It's almost like you didn't play the game

Also point of note, he's the only fight you can lose and not get a game over meaning he's the ONLY one pulling his punches so as not to actually hurt you. Even Toriel who actively tries to miss you is still throwing enough heat at you to kill you if it does hit you.

You kidnap my thread and I`m not even mad. I realy wanna play undertale now.

>I realy wanna play undertale now.
So do I. Even though it'd involve doing just what I was fighting against and ripping them all away from their happy ending.

The temptation is great.

Don't bother, the skeleton is the best part of the game and he's only in the first 30 minutes or so.

You talkin' shit about us kobolds?
Get that racist!

What are you two?
Is one of you the evil sibling of the other?
ShoulderAngel and -Devil?
Or are you just samfagging?

How about you let them play the way they like, and you instead present numerous social and diplomatic issues for them to work and overcome in order to wrought peace.
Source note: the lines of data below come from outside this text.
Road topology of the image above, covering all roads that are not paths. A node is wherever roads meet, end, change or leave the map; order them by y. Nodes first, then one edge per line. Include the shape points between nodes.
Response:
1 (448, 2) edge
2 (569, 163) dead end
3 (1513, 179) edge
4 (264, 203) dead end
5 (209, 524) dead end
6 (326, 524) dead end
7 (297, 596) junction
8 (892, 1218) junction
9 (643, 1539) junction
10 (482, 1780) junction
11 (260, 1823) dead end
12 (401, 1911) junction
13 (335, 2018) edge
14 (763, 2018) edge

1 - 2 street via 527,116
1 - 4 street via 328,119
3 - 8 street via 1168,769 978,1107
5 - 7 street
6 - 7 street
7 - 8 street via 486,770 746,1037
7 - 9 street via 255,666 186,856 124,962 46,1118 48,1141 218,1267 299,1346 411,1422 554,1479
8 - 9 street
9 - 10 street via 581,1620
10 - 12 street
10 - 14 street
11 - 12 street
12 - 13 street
If you have any worth as a GM, you can accomplish this. If they decide someone NEEDS to die, let them decide this on their own, instead of having their hand forced.

samfagging

They are both devil. One of them is subtler.

I'd show how the enemies are evil

Maybe in one adventure they are searching for a group of bandits. They see the destruction of the villages. When they catch up to them they discover the bandits are worse than previously thought like cannibals and cultists.

Enemies like constructs, abominations, animals, anybody that doesn't speak their language.

Really you should let them be peacemongers when it makes sense and when they work for it. Having players that try to intelligently solve encounters can be a great change of pace.

Oh well and I thought I befriended them.

>If they need, they hold them at blades edge and restart the befriending process.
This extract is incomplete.